Breast cancer researchers learn how to teach an old drug new tricks to help patients
Paclitaxel, or Taxol, is an old standby drug in the oncologist’s tool belt. Yet only about half of breast cancer patients treated with the drug see their tumors shrink or disappear, and doctors and researchers have no way of knowing which patients will benefit.
But that may soon change.
Published Sept. 8 in Science Translational Medicine, an analysis of patient samples by a team of researchers led by University of Wisconsin–Madison Professor of Cell and Regenerative Biology Beth Weaver has uncovered a key feature of breast cancers that renders them either vulnerable or resistant to paclitaxel treatment. And it could be used to help identify which patients are most likely to see success.
“It’s a huge problem,” says Weaver, a member of the UW Carbone Cancer Center. “Nearly half of patients who get this drug can be subjected to some pretty substantial side effects without any therapeutic benefit.”
Key to the finding is something called chromosomal instability, found in about half of breast cancers and caused by errors that take place when cells improperly divide.
Almost all cells in the body divide. This is how organisms grow and adapt. During that process, called mitosis, the original cell’s genetic material — in the form of chromosomes – is equally distributed or “segregated” between two identical daughter cells. When it doesn’t go smoothly, chromosome distribution becomes unbalanced or “mis-segregated,” and each daughter cell contains an incorrect amount of genetic material. This is a hallmark of cancer.
Low rates of mis-segregation, called chromosomal instability, can encourage cells to begin to divide unchecked and cause tumors. However, if this mis-segregation is extreme it causes the cells to die.
The researchers found that patients with cancers exhibiting high levels of chromosomal instability were more sensitive to paclitaxel and had better tumor suppression, meaning it could be the elusive predictor of paclitaxel success.
“That would be huge,” Weaver says. “You could measure for chromosomal instability on leftover tissue from a diagnostic biopsy, which patients need to have anyway, and potentially use that tissue for a biomarker test.”
Weaver, an expert in cell division and chromosome segregation, has studied paclitaxel in the lab ever since her graduate school days, but has gradually shifted her focus to examine how the commonly used chemotherapy works in the cells of breast cancer patients.
Researchers once believed that paclitaxel worked by preventing cancer cells from dividing. But in a previous study of patients on a standard, high-dose paclitaxel regimen, Weaver, her Carbone colleague Mark Burkard, and their research teams found that model didn’t hold up. Instead, they found that the drug amplified mis-segregation in dividing cancer cells.

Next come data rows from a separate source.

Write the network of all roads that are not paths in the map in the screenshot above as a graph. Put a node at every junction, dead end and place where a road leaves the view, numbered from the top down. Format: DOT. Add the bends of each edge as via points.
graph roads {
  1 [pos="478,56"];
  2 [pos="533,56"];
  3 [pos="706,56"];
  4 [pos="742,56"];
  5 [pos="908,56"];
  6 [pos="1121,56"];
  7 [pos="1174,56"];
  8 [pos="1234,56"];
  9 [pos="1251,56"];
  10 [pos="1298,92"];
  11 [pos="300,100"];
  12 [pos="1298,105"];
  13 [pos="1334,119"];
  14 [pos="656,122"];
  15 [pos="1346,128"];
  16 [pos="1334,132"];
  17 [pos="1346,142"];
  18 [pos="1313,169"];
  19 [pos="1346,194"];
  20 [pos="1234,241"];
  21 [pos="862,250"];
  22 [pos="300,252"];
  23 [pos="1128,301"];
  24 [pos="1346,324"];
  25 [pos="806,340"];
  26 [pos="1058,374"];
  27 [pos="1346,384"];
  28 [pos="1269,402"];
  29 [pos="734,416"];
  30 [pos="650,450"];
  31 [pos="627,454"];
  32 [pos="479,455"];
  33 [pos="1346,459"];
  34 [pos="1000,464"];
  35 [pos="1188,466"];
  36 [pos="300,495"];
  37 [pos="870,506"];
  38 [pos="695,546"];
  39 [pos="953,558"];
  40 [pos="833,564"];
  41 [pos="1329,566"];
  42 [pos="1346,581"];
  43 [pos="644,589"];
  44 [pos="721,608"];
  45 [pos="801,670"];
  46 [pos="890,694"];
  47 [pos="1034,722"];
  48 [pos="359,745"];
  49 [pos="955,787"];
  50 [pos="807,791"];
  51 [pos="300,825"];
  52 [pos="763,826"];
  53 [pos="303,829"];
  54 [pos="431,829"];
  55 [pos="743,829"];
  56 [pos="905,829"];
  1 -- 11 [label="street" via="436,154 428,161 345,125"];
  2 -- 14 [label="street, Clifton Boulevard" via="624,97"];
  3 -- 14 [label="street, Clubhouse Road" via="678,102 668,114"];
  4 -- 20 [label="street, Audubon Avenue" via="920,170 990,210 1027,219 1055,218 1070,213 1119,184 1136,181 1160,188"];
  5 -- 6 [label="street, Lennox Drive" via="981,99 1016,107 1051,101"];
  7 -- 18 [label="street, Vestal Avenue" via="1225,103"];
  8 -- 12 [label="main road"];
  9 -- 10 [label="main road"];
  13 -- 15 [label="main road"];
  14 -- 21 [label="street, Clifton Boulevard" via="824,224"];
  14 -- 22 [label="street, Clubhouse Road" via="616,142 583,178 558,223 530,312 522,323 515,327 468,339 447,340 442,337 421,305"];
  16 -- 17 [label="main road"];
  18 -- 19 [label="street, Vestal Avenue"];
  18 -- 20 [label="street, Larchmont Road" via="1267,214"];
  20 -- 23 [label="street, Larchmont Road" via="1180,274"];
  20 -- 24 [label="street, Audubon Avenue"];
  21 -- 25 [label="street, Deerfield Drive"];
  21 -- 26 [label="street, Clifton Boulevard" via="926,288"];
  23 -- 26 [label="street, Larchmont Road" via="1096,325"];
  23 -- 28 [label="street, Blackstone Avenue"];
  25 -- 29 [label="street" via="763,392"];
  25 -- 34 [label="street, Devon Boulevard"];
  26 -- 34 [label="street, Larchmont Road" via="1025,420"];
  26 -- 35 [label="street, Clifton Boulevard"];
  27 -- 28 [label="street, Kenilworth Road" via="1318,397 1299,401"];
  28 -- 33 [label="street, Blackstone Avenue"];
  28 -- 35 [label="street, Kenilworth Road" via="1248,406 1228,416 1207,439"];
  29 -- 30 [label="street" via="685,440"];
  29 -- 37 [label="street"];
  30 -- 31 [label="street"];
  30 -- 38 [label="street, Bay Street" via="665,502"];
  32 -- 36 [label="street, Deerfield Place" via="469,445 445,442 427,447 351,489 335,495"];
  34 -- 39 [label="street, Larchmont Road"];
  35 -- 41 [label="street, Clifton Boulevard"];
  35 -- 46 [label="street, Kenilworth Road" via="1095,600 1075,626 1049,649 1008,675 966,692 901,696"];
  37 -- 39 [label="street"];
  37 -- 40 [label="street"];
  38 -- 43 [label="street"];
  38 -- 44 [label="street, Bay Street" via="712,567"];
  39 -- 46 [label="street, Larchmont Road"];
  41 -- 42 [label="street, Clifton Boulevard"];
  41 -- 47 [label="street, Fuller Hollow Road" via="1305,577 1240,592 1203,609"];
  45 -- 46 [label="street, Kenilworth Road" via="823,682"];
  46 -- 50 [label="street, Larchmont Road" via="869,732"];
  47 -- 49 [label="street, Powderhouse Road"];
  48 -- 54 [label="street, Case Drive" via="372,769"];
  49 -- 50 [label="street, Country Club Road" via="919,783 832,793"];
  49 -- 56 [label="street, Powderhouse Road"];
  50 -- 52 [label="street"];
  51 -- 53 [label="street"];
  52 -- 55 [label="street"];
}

“That suggested to us that the way we thought Taxol worked for the last 30 years was wrong, and that was a big question mark and concern,” Weaver says. It led her and her team to the hypothesis that paclitaxel may exert its anti-cancer effects by causing or taking advantage of chromosome instability.
In the latest study, the research team was able to study difficult-to-obtain breast cancer samples that captured a very specific moment in time in the life cycle of cells from breast cancer patients being treated with a typical low-dose paclitaxel regimen. Then they looked at what was happening during cell division.
During normal cell division, the cell forms structures called spindles, which attach to chromosomes at the center of the cell and then, like little ropes, pull the genetic material apart as the cell begins to split into two. This helps ensure the right number of chromosomes stay with the original cell and get added into the new daughter.
These spindles are anchored to a single location at either end of the cell, or at two poles. However, in the samples from patients treated with paclitaxel, the spindles formed multiple poles in the cells. These cells faced one of two fates: The abnormal spindles were maintained throughout cell division, or the spindles were eventually “focused” back down into traditional bipolar spindles.
When the abnormal multiple spindles were maintained, the cells died and tumors regressed. When the spindles were focused back into bipolar spindles, the cells generally became more resistant to paclitaxel.
“Understanding that this focusing is a major mechanism of resistance opens the door to first identifying novel drug targets and then developing drugs that will sensitize to paclitaxel,” Weaver explains.
Taken as a whole, the findings may represent a major step forward in the cancer community’s understanding of paclitaxel. And even though many non-chemotherapy therapeutics, such as targeted therapies and immunotherapies, are in development to treat breast cancer, Weaver says there’s a huge benefit to trying to teach this old drug some new tricks.
“What we’re really trying to do is turn this conventional chemotherapy into personalized medicine,” Weaver said. “That would be the best of all worlds because paclitaxel is widely used, it’s inexpensive, and clinicians have a ton of experience with it. If we could just target it to the right patients, it would be a huge improvement in cancer care.”